(Records excerpted from a collection)

============

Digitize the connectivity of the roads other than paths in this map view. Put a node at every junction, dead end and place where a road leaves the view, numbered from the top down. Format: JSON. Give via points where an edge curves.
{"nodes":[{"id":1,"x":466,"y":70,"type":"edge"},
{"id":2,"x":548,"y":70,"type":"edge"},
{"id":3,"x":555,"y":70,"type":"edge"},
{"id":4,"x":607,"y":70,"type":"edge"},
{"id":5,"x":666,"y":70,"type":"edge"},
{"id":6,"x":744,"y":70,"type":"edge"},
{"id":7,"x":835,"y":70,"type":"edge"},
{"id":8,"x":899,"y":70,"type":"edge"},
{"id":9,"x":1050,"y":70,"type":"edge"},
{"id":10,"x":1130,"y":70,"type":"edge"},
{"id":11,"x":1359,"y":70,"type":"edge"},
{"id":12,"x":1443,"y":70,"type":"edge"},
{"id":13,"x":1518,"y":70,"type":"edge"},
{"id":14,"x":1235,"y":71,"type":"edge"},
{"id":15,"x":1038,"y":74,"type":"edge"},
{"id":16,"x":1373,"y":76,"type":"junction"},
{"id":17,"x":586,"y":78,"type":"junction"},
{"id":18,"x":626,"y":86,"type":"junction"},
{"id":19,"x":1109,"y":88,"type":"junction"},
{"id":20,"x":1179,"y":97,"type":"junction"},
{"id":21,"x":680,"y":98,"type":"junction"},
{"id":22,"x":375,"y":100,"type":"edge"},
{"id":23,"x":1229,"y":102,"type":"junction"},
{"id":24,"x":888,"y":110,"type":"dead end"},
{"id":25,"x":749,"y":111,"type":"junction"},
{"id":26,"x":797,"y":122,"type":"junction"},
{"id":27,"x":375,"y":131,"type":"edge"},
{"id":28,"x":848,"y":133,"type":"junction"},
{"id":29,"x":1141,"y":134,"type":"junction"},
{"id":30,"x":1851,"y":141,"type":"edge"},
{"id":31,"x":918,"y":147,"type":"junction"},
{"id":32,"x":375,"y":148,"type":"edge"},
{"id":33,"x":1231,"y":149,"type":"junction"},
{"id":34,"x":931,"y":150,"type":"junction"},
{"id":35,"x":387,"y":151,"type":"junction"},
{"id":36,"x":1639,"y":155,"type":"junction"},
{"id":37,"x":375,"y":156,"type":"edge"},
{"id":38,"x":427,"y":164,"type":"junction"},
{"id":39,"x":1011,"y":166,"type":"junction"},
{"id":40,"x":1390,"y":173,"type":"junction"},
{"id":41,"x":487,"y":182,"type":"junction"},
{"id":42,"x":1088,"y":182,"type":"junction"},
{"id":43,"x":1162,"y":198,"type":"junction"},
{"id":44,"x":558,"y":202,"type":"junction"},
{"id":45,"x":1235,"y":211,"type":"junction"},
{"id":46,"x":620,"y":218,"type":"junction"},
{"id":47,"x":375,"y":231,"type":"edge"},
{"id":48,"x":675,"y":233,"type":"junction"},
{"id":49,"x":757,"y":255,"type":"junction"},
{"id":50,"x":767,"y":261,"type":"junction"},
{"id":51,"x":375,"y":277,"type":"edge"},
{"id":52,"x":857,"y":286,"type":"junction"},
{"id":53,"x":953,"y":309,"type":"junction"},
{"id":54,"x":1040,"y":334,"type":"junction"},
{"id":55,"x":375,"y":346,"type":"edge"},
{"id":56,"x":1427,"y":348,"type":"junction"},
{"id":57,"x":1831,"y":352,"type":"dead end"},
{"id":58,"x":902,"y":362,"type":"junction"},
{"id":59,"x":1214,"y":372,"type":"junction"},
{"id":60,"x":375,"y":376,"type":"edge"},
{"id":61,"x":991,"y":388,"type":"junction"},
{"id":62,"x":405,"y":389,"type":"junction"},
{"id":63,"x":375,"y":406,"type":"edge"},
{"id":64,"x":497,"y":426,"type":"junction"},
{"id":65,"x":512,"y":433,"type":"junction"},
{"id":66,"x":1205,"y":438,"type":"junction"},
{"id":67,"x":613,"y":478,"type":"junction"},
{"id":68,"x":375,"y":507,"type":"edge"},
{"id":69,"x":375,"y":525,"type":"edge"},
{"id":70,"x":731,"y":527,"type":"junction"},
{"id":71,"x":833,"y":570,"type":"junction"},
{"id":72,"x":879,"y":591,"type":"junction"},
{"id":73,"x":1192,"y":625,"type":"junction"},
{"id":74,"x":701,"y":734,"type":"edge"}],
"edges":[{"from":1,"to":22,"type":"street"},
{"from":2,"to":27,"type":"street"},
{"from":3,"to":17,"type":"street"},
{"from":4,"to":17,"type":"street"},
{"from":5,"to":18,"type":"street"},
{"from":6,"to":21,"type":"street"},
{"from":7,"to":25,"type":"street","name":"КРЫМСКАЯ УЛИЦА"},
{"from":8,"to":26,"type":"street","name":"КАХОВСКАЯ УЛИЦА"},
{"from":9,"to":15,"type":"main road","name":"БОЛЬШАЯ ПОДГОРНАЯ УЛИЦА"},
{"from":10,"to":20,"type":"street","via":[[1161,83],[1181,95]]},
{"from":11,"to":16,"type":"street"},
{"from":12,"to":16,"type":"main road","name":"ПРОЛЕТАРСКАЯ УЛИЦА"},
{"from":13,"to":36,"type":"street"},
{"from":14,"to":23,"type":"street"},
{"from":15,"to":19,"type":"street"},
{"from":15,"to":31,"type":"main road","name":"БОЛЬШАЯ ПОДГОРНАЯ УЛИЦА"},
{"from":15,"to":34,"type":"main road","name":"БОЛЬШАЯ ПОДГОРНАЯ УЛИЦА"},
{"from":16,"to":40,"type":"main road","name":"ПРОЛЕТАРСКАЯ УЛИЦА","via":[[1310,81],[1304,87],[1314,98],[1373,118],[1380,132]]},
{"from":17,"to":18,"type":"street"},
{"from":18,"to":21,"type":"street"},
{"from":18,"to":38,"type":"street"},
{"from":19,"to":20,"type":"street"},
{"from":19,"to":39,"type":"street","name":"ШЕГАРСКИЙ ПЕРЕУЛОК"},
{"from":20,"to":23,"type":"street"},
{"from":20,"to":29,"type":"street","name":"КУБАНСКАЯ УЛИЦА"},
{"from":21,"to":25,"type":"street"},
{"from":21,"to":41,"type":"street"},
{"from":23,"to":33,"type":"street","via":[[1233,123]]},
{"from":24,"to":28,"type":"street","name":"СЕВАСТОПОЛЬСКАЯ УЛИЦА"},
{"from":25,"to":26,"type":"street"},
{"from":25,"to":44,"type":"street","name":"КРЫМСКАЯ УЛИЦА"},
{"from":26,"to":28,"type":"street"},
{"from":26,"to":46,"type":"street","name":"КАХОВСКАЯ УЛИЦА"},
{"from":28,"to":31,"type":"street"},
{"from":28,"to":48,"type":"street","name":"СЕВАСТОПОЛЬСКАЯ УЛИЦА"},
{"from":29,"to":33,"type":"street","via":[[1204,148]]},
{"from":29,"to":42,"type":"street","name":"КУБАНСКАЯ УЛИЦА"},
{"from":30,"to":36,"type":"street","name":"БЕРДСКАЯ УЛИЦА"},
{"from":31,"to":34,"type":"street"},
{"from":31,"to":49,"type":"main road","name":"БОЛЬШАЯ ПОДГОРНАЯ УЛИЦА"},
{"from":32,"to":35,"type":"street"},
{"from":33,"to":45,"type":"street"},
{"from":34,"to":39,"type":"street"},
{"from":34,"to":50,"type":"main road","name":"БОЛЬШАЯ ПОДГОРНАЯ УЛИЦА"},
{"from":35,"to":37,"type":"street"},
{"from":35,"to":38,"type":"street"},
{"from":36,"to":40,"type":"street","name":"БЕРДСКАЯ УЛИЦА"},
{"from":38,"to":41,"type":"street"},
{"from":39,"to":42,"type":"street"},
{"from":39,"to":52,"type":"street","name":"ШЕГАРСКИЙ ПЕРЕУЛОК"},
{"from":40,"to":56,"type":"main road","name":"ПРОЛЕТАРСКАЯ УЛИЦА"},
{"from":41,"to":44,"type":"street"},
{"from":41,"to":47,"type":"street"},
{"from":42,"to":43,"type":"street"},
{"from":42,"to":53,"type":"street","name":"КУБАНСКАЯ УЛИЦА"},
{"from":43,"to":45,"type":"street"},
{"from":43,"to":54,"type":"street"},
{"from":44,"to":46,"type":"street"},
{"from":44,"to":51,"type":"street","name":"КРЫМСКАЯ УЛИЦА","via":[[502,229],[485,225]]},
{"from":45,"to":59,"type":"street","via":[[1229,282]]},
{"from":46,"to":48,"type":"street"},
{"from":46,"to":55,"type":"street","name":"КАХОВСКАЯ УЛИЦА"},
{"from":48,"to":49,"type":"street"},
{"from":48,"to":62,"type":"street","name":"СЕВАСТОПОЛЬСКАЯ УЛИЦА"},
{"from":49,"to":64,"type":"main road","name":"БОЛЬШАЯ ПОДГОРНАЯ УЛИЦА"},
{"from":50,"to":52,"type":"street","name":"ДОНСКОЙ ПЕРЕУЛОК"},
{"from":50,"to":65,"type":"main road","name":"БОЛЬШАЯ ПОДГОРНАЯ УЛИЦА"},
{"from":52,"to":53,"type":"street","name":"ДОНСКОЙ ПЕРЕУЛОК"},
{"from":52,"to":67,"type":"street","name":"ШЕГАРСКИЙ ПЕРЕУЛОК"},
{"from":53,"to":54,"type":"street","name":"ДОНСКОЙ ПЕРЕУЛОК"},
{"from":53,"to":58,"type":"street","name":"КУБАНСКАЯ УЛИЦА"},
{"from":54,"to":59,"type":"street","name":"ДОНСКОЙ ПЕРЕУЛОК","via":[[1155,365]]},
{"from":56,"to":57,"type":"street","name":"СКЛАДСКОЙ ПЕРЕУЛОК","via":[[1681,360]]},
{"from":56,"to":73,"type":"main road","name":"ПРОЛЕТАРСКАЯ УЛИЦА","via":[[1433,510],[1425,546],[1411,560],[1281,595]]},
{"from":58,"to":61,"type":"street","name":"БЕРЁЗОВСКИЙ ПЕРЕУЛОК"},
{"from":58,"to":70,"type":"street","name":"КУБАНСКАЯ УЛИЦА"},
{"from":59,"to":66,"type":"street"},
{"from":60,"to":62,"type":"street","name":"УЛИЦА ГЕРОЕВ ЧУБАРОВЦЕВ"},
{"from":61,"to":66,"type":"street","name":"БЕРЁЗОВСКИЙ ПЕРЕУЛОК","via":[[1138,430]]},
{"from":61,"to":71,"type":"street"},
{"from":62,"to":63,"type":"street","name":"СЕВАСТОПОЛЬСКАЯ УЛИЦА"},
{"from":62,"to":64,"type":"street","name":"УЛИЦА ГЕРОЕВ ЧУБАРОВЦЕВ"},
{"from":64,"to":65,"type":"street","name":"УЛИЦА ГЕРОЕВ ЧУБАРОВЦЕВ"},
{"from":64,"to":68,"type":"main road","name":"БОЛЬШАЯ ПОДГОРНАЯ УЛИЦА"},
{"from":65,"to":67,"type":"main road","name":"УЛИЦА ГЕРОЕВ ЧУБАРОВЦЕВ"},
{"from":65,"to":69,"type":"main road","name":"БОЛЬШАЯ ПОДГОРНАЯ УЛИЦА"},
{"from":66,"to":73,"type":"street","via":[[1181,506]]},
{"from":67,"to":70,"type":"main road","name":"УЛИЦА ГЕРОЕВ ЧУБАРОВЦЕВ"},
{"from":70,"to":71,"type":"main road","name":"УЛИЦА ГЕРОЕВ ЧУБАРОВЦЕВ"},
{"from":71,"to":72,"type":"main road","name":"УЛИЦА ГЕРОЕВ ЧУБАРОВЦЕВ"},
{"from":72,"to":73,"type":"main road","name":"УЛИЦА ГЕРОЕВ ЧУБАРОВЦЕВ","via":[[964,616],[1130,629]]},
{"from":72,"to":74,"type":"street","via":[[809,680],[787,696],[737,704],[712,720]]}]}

============

▸ REQUIRED ACTION
Wherever a line holds the word "КУБАНСКАЯ", copy that line out of the entries above.

▸ ANSWER SECTION
{"from":20,"to":29,"type":"street","name":"КУБАНСКАЯ УЛИЦА"},
{"from":29,"to":42,"type":"street","name":"КУБАНСКАЯ УЛИЦА"},
{"from":42,"to":53,"type":"street","name":"КУБАНСКАЯ УЛИЦА"},
{"from":53,"to":58,"type":"street","name":"КУБАНСКАЯ УЛИЦА"},
{"from":58,"to":70,"type":"street","name":"КУБАНСКАЯ УЛИЦА"},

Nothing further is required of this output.